Title: Association between Regular Aspirin Use and Circulating Markers of Inflammation: A Study within the Prostate, Lung, Colorectal, and Ovarian Cancer Screening Trial.
Authors: Lang Kuhs KA,  Hildesheim A,  Trabert B,  Kemp TJ,  Purdue MP,  Wentzensen N,  Katki HA,  Pinto LA,  Loftfield E,  Safaeian M,  Chaturvedi AK,  Shiels MS
Journal: Cancer Epidemiol Biomarkers Prev
Date: 2015 May
Branches: BB, MEB, IIB, OEEB
PubMed ID: 25713025
PMC ID: PMC4417370
Abstract: BACKGROUND: Regular aspirin use may decrease cancer risk by reducing chronic inflammation. However, associations between aspirin use and circulating markers of inflammation have not been well studied. METHODS: Serum levels of 78 inflammatory markers were measured in 1,819 55- to 74-year-old men and women in the Prostate, Lung, Colorectal, and Ovarian (PLCO) Cancer Screening Trial. Data were combined from three completed case-control studies and reweighted to the PLCO screening arm. Self-reported aspirin and ibuprofen use (number of tablets taken per day/week/month) over the previous 12 months was collected at baseline. Associations between (i) nonregular (<4 tablets/month), (ii) low (1-4 tablets/week), (iii) moderate (1 tablet/day), or (iv) high (2+ tablets/day) regular aspirin or ibuprofen use and marker levels were assessed with weighted logistic regression. RESULTS: Aspirin use was nominally associated with (Ptrend across categories ≤ 0.05) decreased levels of chemokine C-C motif ligand 15 [CCL15; OR, 0.5; 95% confidence intervals (CI), 0.3-0.8; moderate versus nonregular use]; soluble vascular endothelial growth factor receptor 2 (sVEGFR2; OR, 0.7; 95% CI, 0.4-1.0); soluble tumor necrosis factor receptor 1 (sTNFR1; OR, 0.6; 95% CI, 0.4-0.9) and increased levels of CCL13 (OR, 1.3; 95% CI, 0.8-2.1); CCL17 (OR, 1.1; 95% CI, 0.7-1.9) and interleukin 4 (IL4; OR, 1.6; 95% CI, 0.9-2.8).

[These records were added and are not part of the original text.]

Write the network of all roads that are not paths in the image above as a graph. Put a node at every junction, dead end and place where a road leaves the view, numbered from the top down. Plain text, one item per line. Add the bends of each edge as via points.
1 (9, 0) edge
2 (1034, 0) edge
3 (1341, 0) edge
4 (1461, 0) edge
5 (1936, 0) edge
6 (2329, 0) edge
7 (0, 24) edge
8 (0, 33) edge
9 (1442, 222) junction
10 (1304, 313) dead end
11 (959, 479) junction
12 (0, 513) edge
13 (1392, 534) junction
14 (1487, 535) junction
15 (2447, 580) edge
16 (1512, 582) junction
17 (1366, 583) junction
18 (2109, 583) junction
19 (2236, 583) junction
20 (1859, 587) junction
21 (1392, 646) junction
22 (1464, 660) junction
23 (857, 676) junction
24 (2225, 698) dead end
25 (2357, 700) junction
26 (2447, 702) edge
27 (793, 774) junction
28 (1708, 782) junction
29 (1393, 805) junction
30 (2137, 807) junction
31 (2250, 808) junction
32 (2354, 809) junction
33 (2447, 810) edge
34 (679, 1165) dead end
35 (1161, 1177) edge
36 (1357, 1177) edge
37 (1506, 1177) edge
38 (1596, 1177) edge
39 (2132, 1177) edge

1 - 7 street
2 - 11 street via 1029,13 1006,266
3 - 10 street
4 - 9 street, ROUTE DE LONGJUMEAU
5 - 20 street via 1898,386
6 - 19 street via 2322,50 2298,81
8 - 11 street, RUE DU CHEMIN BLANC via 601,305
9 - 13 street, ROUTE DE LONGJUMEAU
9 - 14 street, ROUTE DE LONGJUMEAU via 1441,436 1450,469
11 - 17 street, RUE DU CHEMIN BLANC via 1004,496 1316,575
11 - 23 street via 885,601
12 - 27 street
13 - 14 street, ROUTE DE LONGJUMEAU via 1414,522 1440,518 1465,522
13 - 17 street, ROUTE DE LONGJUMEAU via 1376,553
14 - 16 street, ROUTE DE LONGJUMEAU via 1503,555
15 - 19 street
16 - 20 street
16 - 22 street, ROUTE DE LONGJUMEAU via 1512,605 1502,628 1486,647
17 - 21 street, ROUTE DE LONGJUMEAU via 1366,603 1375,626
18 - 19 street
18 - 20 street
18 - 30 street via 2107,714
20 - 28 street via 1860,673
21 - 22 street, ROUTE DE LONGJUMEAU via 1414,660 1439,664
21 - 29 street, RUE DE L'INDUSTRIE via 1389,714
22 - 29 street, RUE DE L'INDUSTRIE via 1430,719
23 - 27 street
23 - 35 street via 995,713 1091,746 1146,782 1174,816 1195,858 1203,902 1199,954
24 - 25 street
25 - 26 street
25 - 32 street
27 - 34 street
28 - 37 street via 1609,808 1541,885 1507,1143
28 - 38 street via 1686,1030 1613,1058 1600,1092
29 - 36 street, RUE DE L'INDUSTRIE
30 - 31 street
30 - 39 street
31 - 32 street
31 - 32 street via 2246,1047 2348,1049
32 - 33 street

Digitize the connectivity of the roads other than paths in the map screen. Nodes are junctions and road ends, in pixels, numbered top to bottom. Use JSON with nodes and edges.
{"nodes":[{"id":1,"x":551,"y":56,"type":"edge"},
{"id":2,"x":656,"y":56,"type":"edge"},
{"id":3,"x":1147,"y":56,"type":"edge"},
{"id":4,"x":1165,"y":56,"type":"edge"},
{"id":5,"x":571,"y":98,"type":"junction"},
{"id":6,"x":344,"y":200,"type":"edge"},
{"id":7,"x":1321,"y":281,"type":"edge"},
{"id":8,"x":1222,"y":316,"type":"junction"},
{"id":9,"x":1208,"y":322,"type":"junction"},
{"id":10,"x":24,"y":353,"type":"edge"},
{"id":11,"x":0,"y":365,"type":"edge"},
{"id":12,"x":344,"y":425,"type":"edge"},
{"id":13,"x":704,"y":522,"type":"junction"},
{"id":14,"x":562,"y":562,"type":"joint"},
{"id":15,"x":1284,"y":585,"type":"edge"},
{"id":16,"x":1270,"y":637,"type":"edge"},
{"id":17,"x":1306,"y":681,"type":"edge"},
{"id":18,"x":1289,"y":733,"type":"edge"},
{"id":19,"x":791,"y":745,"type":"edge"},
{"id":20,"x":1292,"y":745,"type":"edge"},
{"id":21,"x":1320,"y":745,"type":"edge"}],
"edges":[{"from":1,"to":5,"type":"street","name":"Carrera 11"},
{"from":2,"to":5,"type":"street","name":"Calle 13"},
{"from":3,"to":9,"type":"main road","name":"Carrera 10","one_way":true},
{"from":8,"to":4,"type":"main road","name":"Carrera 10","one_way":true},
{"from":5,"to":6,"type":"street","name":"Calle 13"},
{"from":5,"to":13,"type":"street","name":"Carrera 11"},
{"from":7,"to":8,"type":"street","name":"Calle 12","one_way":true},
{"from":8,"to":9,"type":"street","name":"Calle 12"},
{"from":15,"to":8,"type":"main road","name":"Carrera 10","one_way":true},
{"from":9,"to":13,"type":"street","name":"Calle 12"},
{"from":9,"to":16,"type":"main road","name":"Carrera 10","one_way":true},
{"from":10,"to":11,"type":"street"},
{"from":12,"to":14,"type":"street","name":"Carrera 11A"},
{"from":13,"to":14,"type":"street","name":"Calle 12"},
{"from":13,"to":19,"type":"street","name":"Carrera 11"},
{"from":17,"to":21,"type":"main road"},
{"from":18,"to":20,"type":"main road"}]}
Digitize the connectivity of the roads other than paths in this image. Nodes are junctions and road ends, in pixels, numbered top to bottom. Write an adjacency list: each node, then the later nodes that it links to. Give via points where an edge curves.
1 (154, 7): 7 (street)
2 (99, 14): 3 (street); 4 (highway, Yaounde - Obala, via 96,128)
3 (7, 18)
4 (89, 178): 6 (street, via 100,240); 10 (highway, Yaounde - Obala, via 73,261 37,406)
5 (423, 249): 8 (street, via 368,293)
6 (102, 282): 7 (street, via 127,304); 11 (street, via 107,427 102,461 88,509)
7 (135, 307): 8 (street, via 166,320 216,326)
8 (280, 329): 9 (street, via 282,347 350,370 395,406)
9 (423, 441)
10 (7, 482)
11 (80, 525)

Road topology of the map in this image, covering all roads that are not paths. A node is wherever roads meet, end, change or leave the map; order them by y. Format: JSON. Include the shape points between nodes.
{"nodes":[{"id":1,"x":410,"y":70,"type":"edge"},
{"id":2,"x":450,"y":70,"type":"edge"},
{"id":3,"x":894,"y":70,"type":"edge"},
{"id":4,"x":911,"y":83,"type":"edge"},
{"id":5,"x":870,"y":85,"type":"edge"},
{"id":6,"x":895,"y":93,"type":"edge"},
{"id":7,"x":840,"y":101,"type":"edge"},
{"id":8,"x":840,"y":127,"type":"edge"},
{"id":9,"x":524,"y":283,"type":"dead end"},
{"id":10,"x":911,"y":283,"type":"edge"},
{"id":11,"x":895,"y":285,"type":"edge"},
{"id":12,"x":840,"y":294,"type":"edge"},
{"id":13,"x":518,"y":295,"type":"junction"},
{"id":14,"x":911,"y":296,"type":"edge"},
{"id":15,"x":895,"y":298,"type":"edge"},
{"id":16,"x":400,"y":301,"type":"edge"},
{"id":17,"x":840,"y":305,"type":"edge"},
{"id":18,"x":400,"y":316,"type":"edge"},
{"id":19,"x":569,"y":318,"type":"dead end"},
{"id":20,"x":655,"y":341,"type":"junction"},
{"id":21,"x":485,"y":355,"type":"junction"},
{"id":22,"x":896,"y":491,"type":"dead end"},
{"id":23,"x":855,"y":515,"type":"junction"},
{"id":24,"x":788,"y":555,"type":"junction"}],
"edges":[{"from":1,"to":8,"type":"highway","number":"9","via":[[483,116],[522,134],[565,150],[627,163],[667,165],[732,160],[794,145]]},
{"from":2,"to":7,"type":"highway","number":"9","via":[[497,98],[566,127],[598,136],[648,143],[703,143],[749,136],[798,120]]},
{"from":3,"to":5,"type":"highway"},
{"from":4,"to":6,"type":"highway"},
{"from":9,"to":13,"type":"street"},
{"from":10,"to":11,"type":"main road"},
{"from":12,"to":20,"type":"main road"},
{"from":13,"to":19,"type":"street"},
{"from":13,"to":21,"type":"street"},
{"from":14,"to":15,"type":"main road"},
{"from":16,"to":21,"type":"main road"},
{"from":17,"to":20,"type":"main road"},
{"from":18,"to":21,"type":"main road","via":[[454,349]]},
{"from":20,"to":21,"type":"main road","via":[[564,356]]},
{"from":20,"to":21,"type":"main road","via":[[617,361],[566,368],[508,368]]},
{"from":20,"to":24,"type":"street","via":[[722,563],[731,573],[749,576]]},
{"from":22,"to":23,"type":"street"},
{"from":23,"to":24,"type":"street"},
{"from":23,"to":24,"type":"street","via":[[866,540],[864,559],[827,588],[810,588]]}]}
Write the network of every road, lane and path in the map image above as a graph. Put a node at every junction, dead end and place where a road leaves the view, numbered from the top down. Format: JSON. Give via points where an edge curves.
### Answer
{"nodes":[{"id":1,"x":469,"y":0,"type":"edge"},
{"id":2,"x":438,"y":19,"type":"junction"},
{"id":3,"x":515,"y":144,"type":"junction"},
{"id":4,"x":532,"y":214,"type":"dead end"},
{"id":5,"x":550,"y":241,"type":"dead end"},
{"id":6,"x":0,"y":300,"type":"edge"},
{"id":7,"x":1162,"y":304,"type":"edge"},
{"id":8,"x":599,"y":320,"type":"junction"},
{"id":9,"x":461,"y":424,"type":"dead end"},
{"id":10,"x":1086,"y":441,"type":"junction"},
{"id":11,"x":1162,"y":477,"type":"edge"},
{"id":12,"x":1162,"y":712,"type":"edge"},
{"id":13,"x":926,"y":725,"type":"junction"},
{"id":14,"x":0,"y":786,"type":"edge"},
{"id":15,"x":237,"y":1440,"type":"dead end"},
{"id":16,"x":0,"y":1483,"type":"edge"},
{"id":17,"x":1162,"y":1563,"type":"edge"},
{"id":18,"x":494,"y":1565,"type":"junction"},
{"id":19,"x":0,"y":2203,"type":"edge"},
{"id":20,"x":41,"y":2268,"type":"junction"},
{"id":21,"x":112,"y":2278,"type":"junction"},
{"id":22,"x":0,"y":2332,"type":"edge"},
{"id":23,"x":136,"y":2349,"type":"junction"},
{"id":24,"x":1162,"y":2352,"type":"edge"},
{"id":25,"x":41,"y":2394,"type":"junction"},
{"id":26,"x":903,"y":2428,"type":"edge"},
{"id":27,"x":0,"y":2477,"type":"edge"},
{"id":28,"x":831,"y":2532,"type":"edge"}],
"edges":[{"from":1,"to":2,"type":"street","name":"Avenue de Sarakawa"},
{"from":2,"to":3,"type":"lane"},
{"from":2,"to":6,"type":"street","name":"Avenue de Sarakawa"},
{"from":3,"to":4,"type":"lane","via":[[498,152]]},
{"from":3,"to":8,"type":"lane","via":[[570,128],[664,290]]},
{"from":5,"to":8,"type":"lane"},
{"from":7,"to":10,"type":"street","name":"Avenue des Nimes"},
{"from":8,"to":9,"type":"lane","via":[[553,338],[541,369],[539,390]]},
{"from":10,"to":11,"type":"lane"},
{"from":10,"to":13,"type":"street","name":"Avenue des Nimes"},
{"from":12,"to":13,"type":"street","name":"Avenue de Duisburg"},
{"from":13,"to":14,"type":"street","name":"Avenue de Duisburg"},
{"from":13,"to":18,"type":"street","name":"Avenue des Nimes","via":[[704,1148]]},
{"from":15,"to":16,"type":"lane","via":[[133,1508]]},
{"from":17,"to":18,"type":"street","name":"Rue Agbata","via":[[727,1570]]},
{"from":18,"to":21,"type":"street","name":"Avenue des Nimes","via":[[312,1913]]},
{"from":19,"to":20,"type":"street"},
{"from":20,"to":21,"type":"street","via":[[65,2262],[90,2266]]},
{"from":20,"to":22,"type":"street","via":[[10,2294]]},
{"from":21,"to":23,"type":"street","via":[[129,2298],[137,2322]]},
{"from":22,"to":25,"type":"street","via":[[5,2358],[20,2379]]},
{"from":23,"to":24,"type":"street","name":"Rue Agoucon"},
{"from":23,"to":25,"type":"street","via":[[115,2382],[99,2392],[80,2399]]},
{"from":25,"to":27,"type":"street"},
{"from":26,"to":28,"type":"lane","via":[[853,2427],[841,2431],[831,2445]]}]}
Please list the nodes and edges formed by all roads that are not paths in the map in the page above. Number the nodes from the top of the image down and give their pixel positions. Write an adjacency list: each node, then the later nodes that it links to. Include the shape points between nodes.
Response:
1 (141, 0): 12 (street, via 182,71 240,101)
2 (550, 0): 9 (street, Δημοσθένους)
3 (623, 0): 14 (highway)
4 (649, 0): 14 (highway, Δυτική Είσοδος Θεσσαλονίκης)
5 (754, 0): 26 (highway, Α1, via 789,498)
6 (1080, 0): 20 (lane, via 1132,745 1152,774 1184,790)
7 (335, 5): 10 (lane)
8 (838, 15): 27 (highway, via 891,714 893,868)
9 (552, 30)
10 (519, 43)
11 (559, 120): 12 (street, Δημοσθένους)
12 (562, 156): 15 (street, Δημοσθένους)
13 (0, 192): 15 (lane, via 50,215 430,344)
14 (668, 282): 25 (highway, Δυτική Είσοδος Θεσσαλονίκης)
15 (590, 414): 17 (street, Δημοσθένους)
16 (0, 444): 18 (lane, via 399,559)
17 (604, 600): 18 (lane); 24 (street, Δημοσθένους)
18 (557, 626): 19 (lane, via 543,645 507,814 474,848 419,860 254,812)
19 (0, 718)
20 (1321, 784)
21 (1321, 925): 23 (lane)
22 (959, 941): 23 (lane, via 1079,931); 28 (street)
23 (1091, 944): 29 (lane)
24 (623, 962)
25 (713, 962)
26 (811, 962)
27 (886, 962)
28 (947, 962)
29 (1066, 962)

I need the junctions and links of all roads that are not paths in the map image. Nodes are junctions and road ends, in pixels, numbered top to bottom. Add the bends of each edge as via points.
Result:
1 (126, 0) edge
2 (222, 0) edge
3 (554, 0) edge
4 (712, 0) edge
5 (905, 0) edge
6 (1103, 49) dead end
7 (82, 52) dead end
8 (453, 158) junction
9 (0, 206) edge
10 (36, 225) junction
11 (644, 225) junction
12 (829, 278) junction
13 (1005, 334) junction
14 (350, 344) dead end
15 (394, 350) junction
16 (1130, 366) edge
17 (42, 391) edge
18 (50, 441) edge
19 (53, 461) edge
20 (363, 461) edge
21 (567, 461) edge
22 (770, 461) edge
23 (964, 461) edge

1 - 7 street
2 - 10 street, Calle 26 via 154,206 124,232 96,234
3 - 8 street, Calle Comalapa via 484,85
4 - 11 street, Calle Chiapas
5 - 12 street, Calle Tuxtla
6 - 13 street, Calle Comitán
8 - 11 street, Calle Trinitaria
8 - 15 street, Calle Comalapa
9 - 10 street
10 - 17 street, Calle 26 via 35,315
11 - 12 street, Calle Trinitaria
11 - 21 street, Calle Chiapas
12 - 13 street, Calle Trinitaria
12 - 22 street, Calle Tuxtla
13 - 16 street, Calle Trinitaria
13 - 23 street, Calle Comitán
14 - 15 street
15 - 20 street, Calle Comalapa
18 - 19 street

Trends were not statistically significant following correction for multiple comparisons. Likewise, no statistically significant associations were observed between ibuprofen use and marker levels. CONCLUSIONS: No significant associations were observed between regular aspirin use and the inflammatory markers assessed. IMPACT: Additional studies are needed to better understand the relationship between aspirin use, chronic inflammation, and cancer risk.